**What you should do:** Reproduce the lines below verbatim. Pictures are to be omitted.

(Stored data entries)
╔══
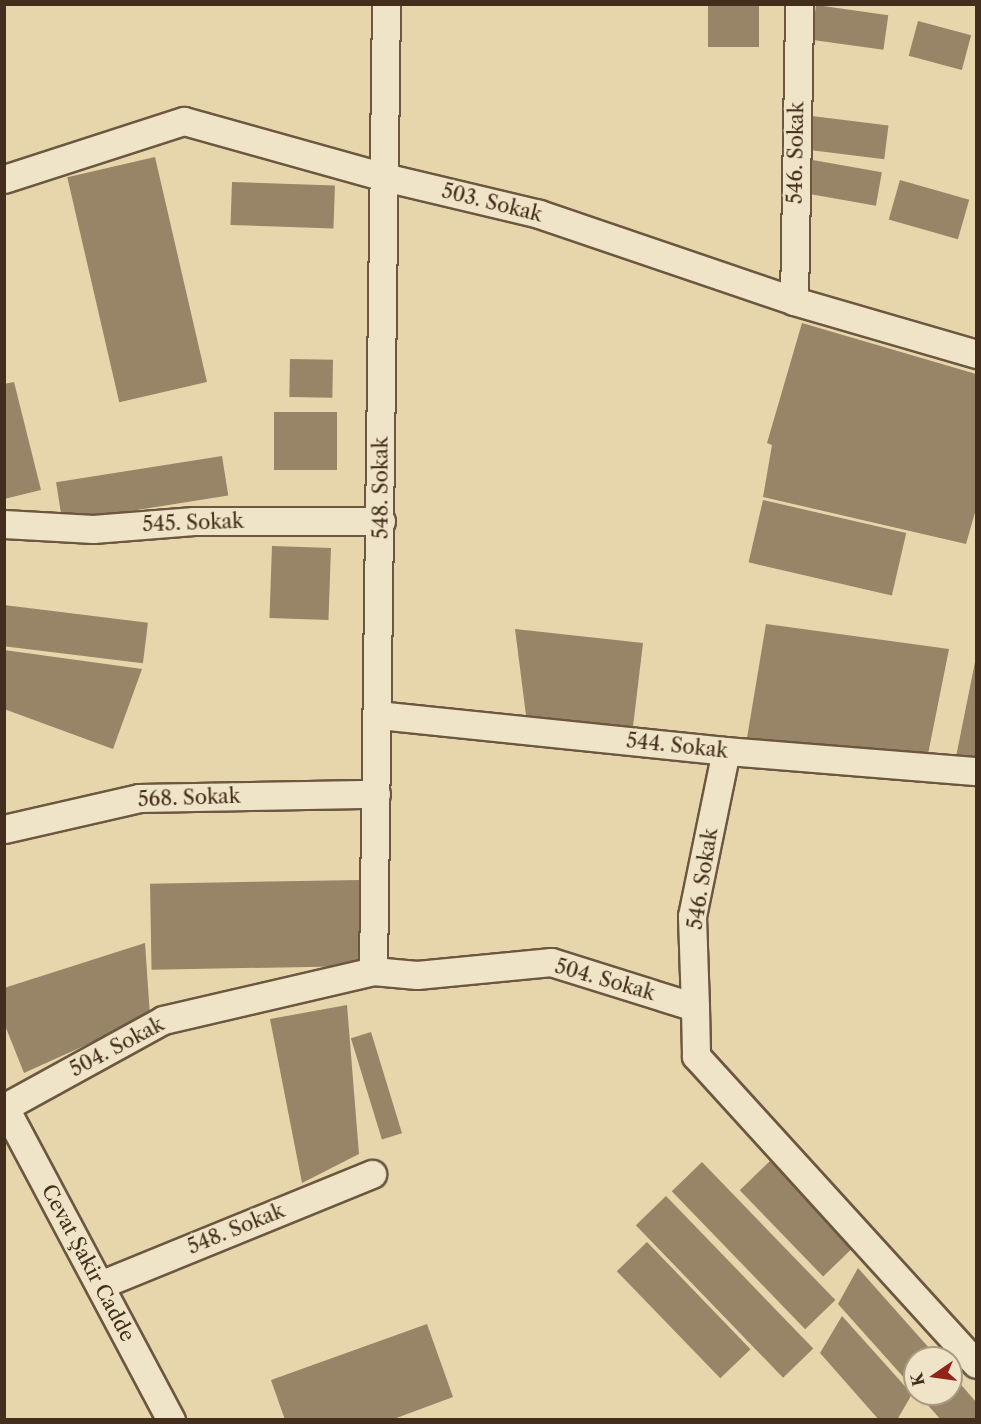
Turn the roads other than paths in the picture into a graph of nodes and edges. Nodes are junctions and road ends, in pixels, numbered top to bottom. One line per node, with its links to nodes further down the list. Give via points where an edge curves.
1 (386, 4): 3 (street, 548. Sokak)
2 (799, 4): 5 (street, 546. Sokak)
3 (384, 177): 4 (street, 503. Sokak, via 184,121); 5 (street, 503. Sokak, via 539,214); 7 (street, 548. Sokak)
4 (4, 179)
5 (794, 301): 6 (street, 503. Sokak)
6 (976, 354)
7 (381, 521): 8 (street, 545. Sokak, via 194,521 93,529); 9 (street, 548. Sokak)
8 (4, 524)
9 (378, 715): 10 (street, 544. Sokak); 12 (street, 548. Sokak)
10 (726, 751): 11 (street, 544. Sokak); 15 (street, 546. Sokak, via 692,916)
11 (976, 771)
12 (376, 794): 13 (street, 568. Sokak, via 139,798); 14 (street, 548. Sokak)
13 (4, 829)
14 (373, 971): 15 (street, 504. Sokak, via 417,975 551,962); 16 (street, 504. Sokak, via 163,1020)
15 (694, 1007): 19 (street, via 696,1056)
16 (5, 1106): 18 (street, Cevat Şakir Cadde)
17 (372, 1174): 18 (street, 548. Sokak)
18 (100, 1285): 20 (street, Cevat Şakir Cadde)
19 (976, 1364)
20 (171, 1419)

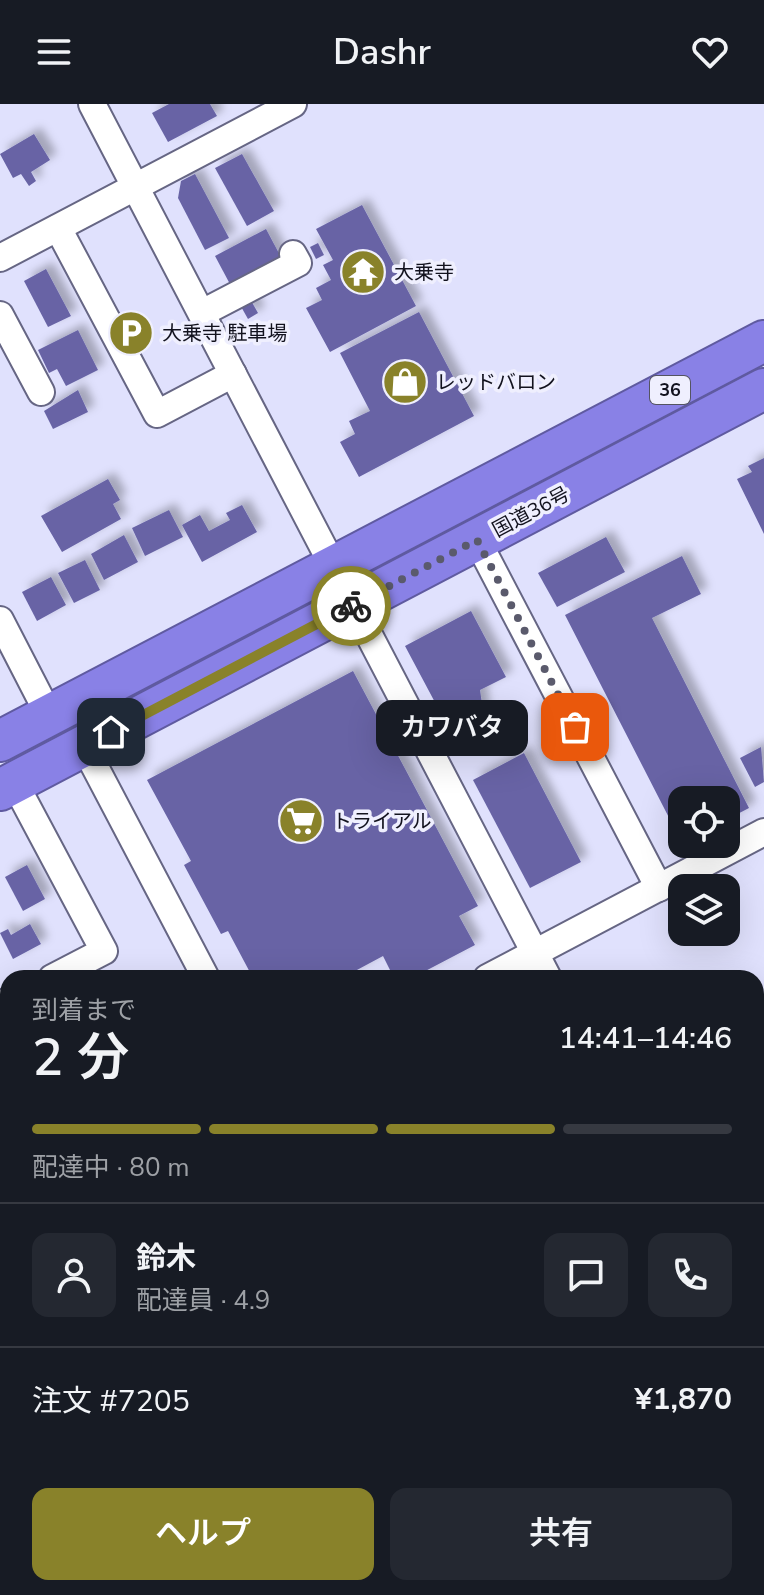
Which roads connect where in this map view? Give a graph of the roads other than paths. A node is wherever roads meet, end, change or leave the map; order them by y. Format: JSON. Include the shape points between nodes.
{"nodes":[{"id":1,"x":92,"y":104,"type":"edge"},
{"id":2,"x":293,"y":104,"type":"edge"},
{"id":3,"x":136,"y":187,"type":"junction"},
{"id":4,"x":58,"y":228,"type":"junction"},
{"id":5,"x":293,"y":254,"type":"dead end"},
{"id":6,"x":0,"y":258,"type":"edge"},
{"id":7,"x":202,"y":313,"type":"junction"},
{"id":8,"x":0,"y":315,"type":"edge"},
{"id":9,"x":764,"y":341,"type":"edge"},
{"id":10,"x":233,"y":374,"type":"junction"},
{"id":11,"x":764,"y":389,"type":"edge"},
{"id":12,"x":41,"y":392,"type":"dead end"},
{"id":13,"x":477,"y":540,"type":"junction"},
{"id":14,"x":335,"y":568,"type":"junction"},
{"id":15,"x":355,"y":604,"type":"junction"},
{"id":16,"x":0,"y":620,"type":"edge"},
{"id":17,"x":49,"y":715,"type":"junction"},
{"id":18,"x":0,"y":741,"type":"edge"},
{"id":19,"x":84,"y":746,"type":"junction"},
{"id":20,"x":7,"y":786,"type":"edge"},
{"id":21,"x":764,"y":832,"type":"edge"},
{"id":22,"x":659,"y":888,"type":"junction"},
{"id":23,"x":535,"y":953,"type":"junction"},
{"id":24,"x":67,"y":970,"type":"edge"},
{"id":25,"x":202,"y":970,"type":"edge"},
{"id":26,"x":502,"y":970,"type":"edge"},
{"id":27,"x":544,"y":970,"type":"edge"}],
"edges":[{"from":1,"to":3,"type":"street"},
{"from":2,"to":3,"type":"street"},
{"from":3,"to":4,"type":"street"},
{"from":3,"to":7,"type":"street"},
{"from":4,"to":6,"type":"street"},
{"from":4,"to":10,"type":"street","via":[[157,414]]},
{"from":5,"to":7,"type":"street","via":[[298,263]]},
{"from":7,"to":10,"type":"street"},
{"from":8,"to":12,"type":"street"},
{"from":9,"to":14,"type":"highway","number":"36"},
{"from":10,"to":14,"type":"street"},
{"from":11,"to":13,"type":"highway","name":"国道36号","number":"36"},
{"from":13,"to":15,"type":"highway","name":"国道36号","number":"36"},
{"from":13,"to":22,"type":"street"},
{"from":14,"to":15,"type":"street"},
{"from":14,"to":17,"type":"highway","number":"36"},
{"from":15,"to":19,"type":"highway","name":"国道36号","number":"36"},
{"from":15,"to":23,"type":"street"},
{"from":16,"to":17,"type":"street"},
{"from":17,"to":18,"type":"highway","number":"36"},
{"from":19,"to":20,"type":"highway","name":"国道36号","number":"36"},
{"from":19,"to":25,"type":"street"},
{"from":20,"to":24,"type":"street","via":[[104,951]]},
{"from":21,"to":22,"type":"street"},
{"from":22,"to":23,"type":"street"},
{"from":23,"to":26,"type":"street"},
{"from":23,"to":27,"type":"street"}]}
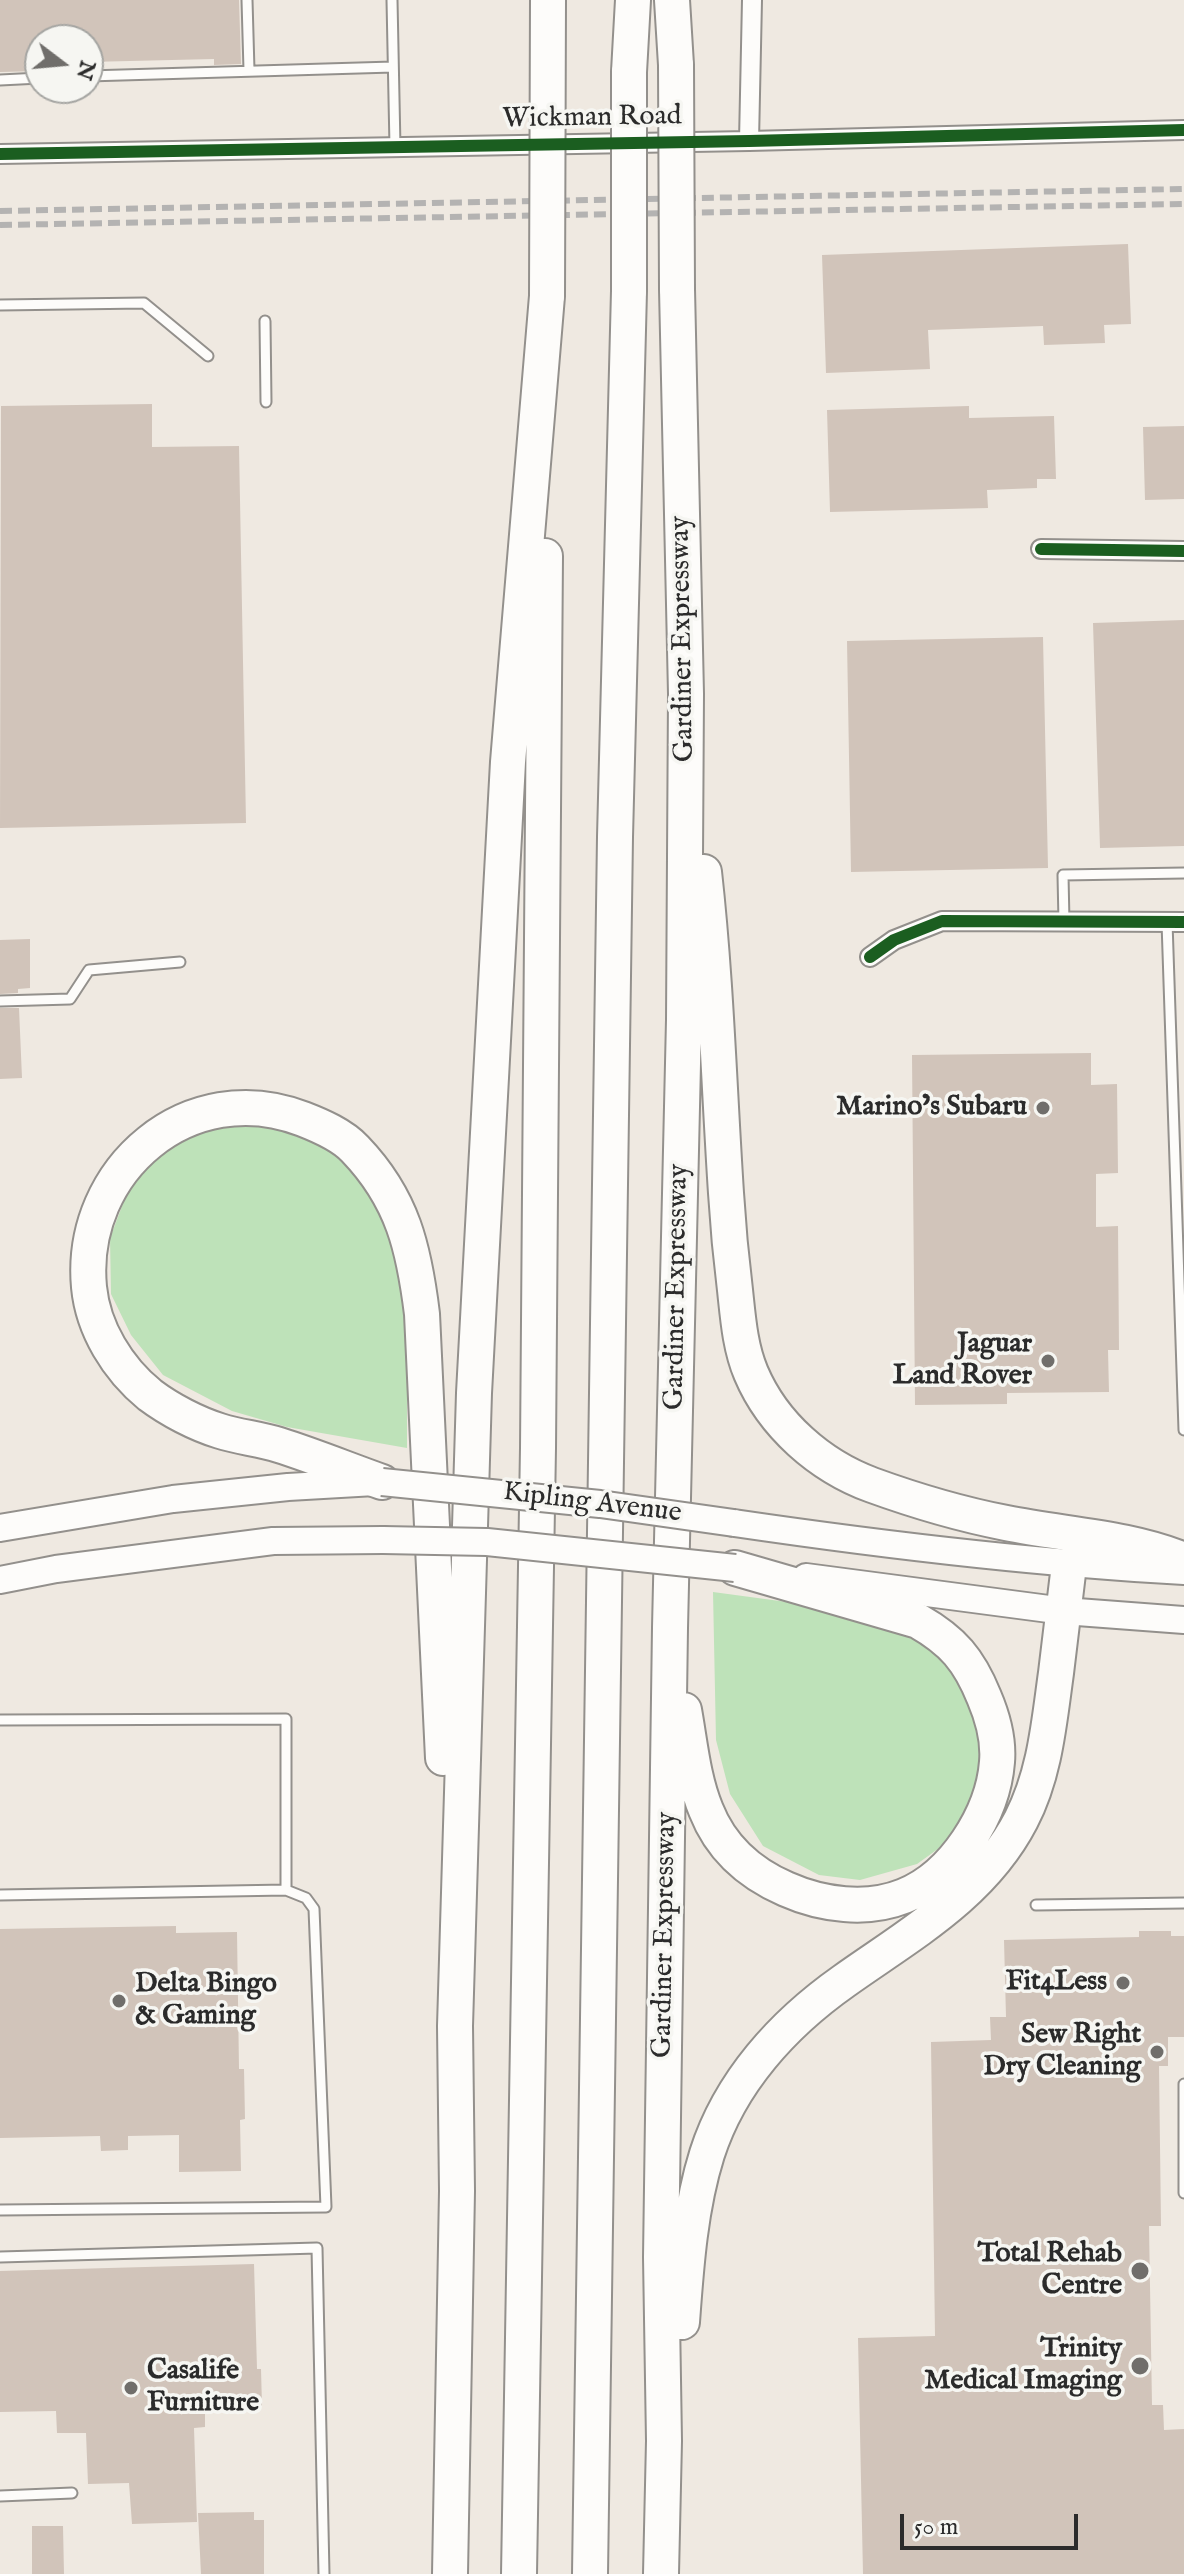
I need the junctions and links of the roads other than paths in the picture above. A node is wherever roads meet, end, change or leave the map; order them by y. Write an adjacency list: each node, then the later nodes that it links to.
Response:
1 (247, 0): 8 (lane)
2 (392, 0): 7 (lane)
3 (548, 0): 16 (highway, bridge)
4 (633, 0): 57 (highway, Gardiner Expressway, bridge)
5 (672, 0): 23 (highway, Gardiner Expressway, bridge)
6 (752, 0): 13 (street)
7 (393, 67): 8 (lane); 14 (lane)
8 (249, 70): 9 (lane)
9 (104, 75)
10 (24, 79): 11 (lane)
11 (0, 80)
12 (1184, 130): 13 (street, Wickman Road)
13 (749, 141): 14 (street, Wickman Road)
14 (395, 147): 15 (street, Wickman Road)
15 (0, 154)
16 (547, 296): 46 (highway); 56 (highway)
17 (0, 305): 19 (lane)
18 (265, 321): 20 (lane)
19 (208, 356)
20 (266, 402)
21 (1041, 549): 22 (street)
22 (1184, 551)
23 (686, 694): 33 (highway); 40 (highway, Gardiner Expressway)
24 (1184, 873): 25 (lane)
25 (1064, 922): 26 (street); 27 (street)
26 (1175, 922): 30 (lane)
27 (870, 957)
28 (180, 962): 29 (lane)
29 (0, 1001)
30 (1184, 1430)
31 (382, 1482): 32 (main road, Kipling Avenue); 34 (main road, Kipling Avenue, bridge); 46 (highway)
32 (0, 1528)
33 (1184, 1560)
34 (1069, 1565): 36 (main road, Kipling Avenue); 38 (highway)
35 (735, 1568): 37 (main road, Kipling Avenue, bridge); 38 (main road, Kipling Avenue); 40 (highway)
36 (1184, 1571)
37 (0, 1580)
38 (1064, 1611): 39 (main road, Kipling Avenue); 51 (highway)
39 (1184, 1620)
40 (670, 1628): 51 (highway, Gardiner Expressway)
41 (0, 1720): 42 (lane)
42 (286, 1890): 43 (lane); 49 (lane)
43 (0, 1895)
44 (1184, 1903): 45 (lane)
45 (1036, 1905)
46 (455, 2026): 55 (highway)
47 (1184, 2084): 48 (lane)
48 (1184, 2193)
49 (0, 2210)
50 (0, 2257): 54 (lane)
51 (664, 2441): 58 (highway, Gardiner Expressway)
52 (72, 2493): 53 (lane)
53 (0, 2496)
54 (324, 2574)
55 (450, 2574)
56 (519, 2574)
57 (590, 2574)
58 (661, 2574)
╚══
**Response below:**
Turn the roads other than paths in the picture into a graph of nodes and edges. Nodes are junctions and road ends, in pixels, numbered top to bottom. One line per node, with its links to nodes further down the list. Give via points where an edge curves.
1 (386, 4): 3 (street, 548. Sokak)
2 (799, 4): 5 (street, 546. Sokak)
3 (384, 177): 4 (street, 503. Sokak, via 184,121); 5 (street, 503. Sokak, via 539,214); 7 (street, 548. Sokak)
4 (4, 179)
5 (794, 301): 6 (street, 503. Sokak)
6 (976, 354)
7 (381, 521): 8 (street, 545. Sokak, via 194,521 93,529); 9 (street, 548. Sokak)
8 (4, 524)
9 (378, 715): 10 (street, 544. Sokak); 12 (street, 548. Sokak)
10 (726, 751): 11 (street, 544. Sokak); 15 (street, 546. Sokak, via 692,916)
11 (976, 771)
12 (376, 794): 13 (street, 568. Sokak, via 139,798); 14 (street, 548. Sokak)
13 (4, 829)
14 (373, 971): 15 (street, 504. Sokak, via 417,975 551,962); 16 (street, 504. Sokak, via 163,1020)
15 (694, 1007): 19 (street, via 696,1056)
16 (5, 1106): 18 (street, Cevat Şakir Cadde)
17 (372, 1174): 18 (street, 548. Sokak)
18 (100, 1285): 20 (street, Cevat Şakir Cadde)
19 (976, 1364)
20 (171, 1419)

Which roads connect where in this map view? Give a graph of the roads other than paths. A node is wherever roads meet, end, change or leave the map; order them by y. Format: JSON. Include the shape points between nodes.
{"nodes":[{"id":1,"x":92,"y":104,"type":"edge"},
{"id":2,"x":293,"y":104,"type":"edge"},
{"id":3,"x":136,"y":187,"type":"junction"},
{"id":4,"x":58,"y":228,"type":"junction"},
{"id":5,"x":293,"y":254,"type":"dead end"},
{"id":6,"x":0,"y":258,"type":"edge"},
{"id":7,"x":202,"y":313,"type":"junction"},
{"id":8,"x":0,"y":315,"type":"edge"},
{"id":9,"x":764,"y":341,"type":"edge"},
{"id":10,"x":233,"y":374,"type":"junction"},
{"id":11,"x":764,"y":389,"type":"edge"},
{"id":12,"x":41,"y":392,"type":"dead end"},
{"id":13,"x":477,"y":540,"type":"junction"},
{"id":14,"x":335,"y":568,"type":"junction"},
{"id":15,"x":355,"y":604,"type":"junction"},
{"id":16,"x":0,"y":620,"type":"edge"},
{"id":17,"x":49,"y":715,"type":"junction"},
{"id":18,"x":0,"y":741,"type":"edge"},
{"id":19,"x":84,"y":746,"type":"junction"},
{"id":20,"x":7,"y":786,"type":"edge"},
{"id":21,"x":764,"y":832,"type":"edge"},
{"id":22,"x":659,"y":888,"type":"junction"},
{"id":23,"x":535,"y":953,"type":"junction"},
{"id":24,"x":67,"y":970,"type":"edge"},
{"id":25,"x":202,"y":970,"type":"edge"},
{"id":26,"x":502,"y":970,"type":"edge"},
{"id":27,"x":544,"y":970,"type":"edge"}],
"edges":[{"from":1,"to":3,"type":"street"},
{"from":2,"to":3,"type":"street"},
{"from":3,"to":4,"type":"street"},
{"from":3,"to":7,"type":"street"},
{"from":4,"to":6,"type":"street"},
{"from":4,"to":10,"type":"street","via":[[157,414]]},
{"from":5,"to":7,"type":"street","via":[[298,263]]},
{"from":7,"to":10,"type":"street"},
{"from":8,"to":12,"type":"street"},
{"from":9,"to":14,"type":"highway","number":"36"},
{"from":10,"to":14,"type":"street"},
{"from":11,"to":13,"type":"highway","name":"国道36号","number":"36"},
{"from":13,"to":15,"type":"highway","name":"国道36号","number":"36"},
{"from":13,"to":22,"type":"street"},
{"from":14,"to":15,"type":"street"},
{"from":14,"to":17,"type":"highway","number":"36"},
{"from":15,"to":19,"type":"highway","name":"国道36号","number":"36"},
{"from":15,"to":23,"type":"street"},
{"from":16,"to":17,"type":"street"},
{"from":17,"to":18,"type":"highway","number":"36"},
{"from":19,"to":20,"type":"highway","name":"国道36号","number":"36"},
{"from":19,"to":25,"type":"street"},
{"from":20,"to":24,"type":"street","via":[[104,951]]},
{"from":21,"to":22,"type":"street"},
{"from":22,"to":23,"type":"street"},
{"from":23,"to":26,"type":"street"},
{"from":23,"to":27,"type":"street"}]}
I need the junctions and links of the roads other than paths in the picture above. A node is wherever roads meet, end, change or leave the map; order them by y. Write an adjacency list: each node, then the later nodes that it links to.
Response:
1 (247, 0): 8 (lane)
2 (392, 0): 7 (lane)
3 (548, 0): 16 (highway, bridge)
4 (633, 0): 57 (highway, Gardiner Expressway, bridge)
5 (672, 0): 23 (highway, Gardiner Expressway, bridge)
6 (752, 0): 13 (street)
7 (393, 67): 8 (lane); 14 (lane)
8 (249, 70): 9 (lane)
9 (104, 75)
10 (24, 79): 11 (lane)
11 (0, 80)
12 (1184, 130): 13 (street, Wickman Road)
13 (749, 141): 14 (street, Wickman Road)
14 (395, 147): 15 (street, Wickman Road)
15 (0, 154)
16 (547, 296): 46 (highway); 56 (highway)
17 (0, 305): 19 (lane)
18 (265, 321): 20 (lane)
19 (208, 356)
20 (266, 402)
21 (1041, 549): 22 (street)
22 (1184, 551)
23 (686, 694): 33 (highway); 40 (highway, Gardiner Expressway)
24 (1184, 873): 25 (lane)
25 (1064, 922): 26 (street); 27 (street)
26 (1175, 922): 30 (lane)
27 (870, 957)
28 (180, 962): 29 (lane)
29 (0, 1001)
30 (1184, 1430)
31 (382, 1482): 32 (main road, Kipling Avenue); 34 (main road, Kipling Avenue, bridge); 46 (highway)
32 (0, 1528)
33 (1184, 1560)
34 (1069, 1565): 36 (main road, Kipling Avenue); 38 (highway)
35 (735, 1568): 37 (main road, Kipling Avenue, bridge); 38 (main road, Kipling Avenue); 40 (highway)
36 (1184, 1571)
37 (0, 1580)
38 (1064, 1611): 39 (main road, Kipling Avenue); 51 (highway)
39 (1184, 1620)
40 (670, 1628): 51 (highway, Gardiner Expressway)
41 (0, 1720): 42 (lane)
42 (286, 1890): 43 (lane); 49 (lane)
43 (0, 1895)
44 (1184, 1903): 45 (lane)
45 (1036, 1905)
46 (455, 2026): 55 (highway)
47 (1184, 2084): 48 (lane)
48 (1184, 2193)
49 (0, 2210)
50 (0, 2257): 54 (lane)
51 (664, 2441): 58 (highway, Gardiner Expressway)
52 (72, 2493): 53 (lane)
53 (0, 2496)
54 (324, 2574)
55 (450, 2574)
56 (519, 2574)
57 (590, 2574)
58 (661, 2574)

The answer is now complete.